Revived train service to New York and a planned reincarnated version of the Mount Airy resort — this time with a casino — are still on the drawing board, but could add to the area’s appeal, Baxter said.
Proximity to the regional skiing areas Camelback and Big Boulder is another attraction, said Jeff Evans, general manager of the Lake Naomi Club.
He said newer residents are mostly young professionals in their late 20s to mid-40s with families, drawn to ski slopes within a 15-minute drive and summer recreation when the snow — man-made or natural — is gone.
Local real estate broker Bob Bossuyt, who now works for Century 21, said the community remains based around the resort, and approximately 75 percent of owners call the lake development their second home.
Bossuyt said the low-end price of a house in the three-by-seven-mile tract remains at about $150,000, with the mid-level coming in at $300,000 and the high end sitting at $550,000. He said only a few lakefront properties break the $1 million barrier.
For New Yorkers like Rafael Castellanos, those prices were a major draw. The 46-year-old managing partner at the Manhattan-based Expert Title Insurance Agency bought just outside Lake Naomi.

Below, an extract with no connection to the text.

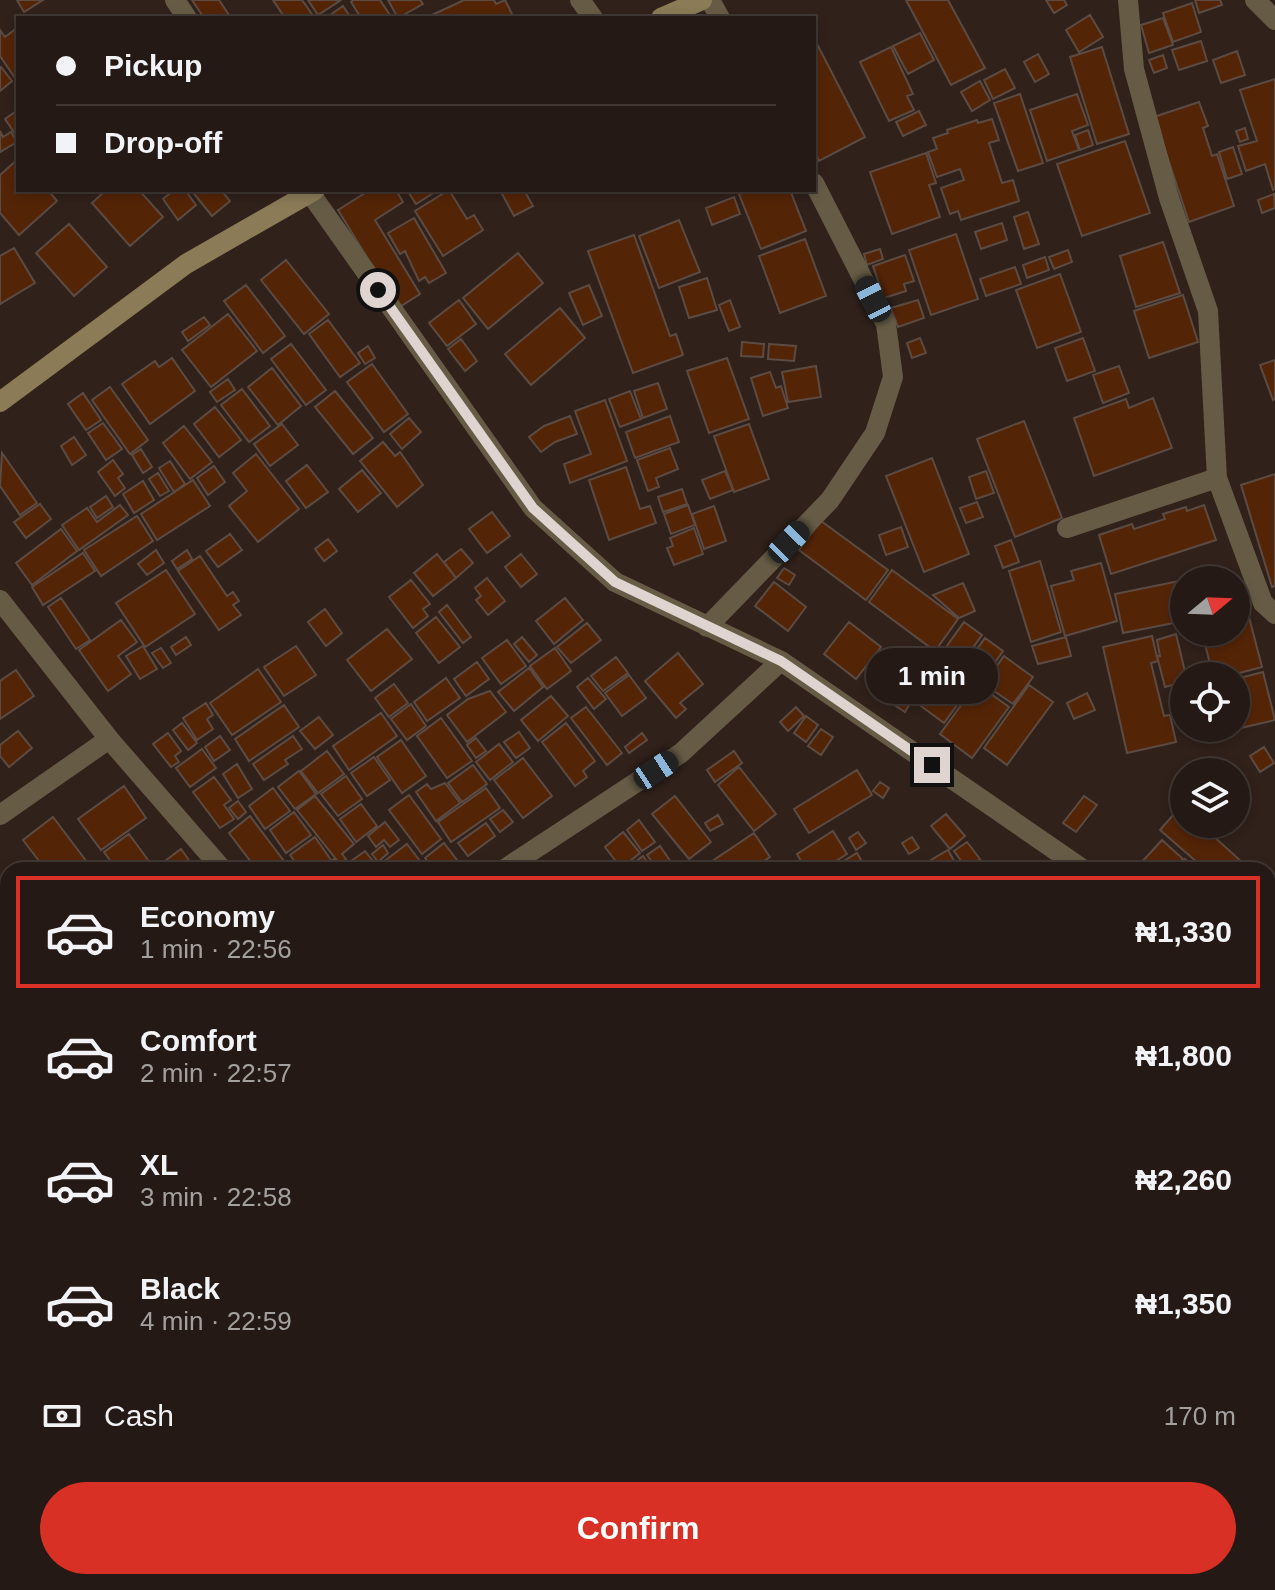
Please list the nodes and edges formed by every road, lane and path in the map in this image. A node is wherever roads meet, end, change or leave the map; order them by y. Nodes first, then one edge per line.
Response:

After vacationing in the Hamptons for years, Castellanos — who lives with his wife and two kids in a 1,900-square-foot apartment in Midtown — said he could no longer face a hellish Friday commute to the East End. After hearing friends from Brooklyn talk about Lake Naomi — and seeing their vacation home there — Castellanos decided a cheaper house that is a mere two, mostly traffic-less hours away was the way to go.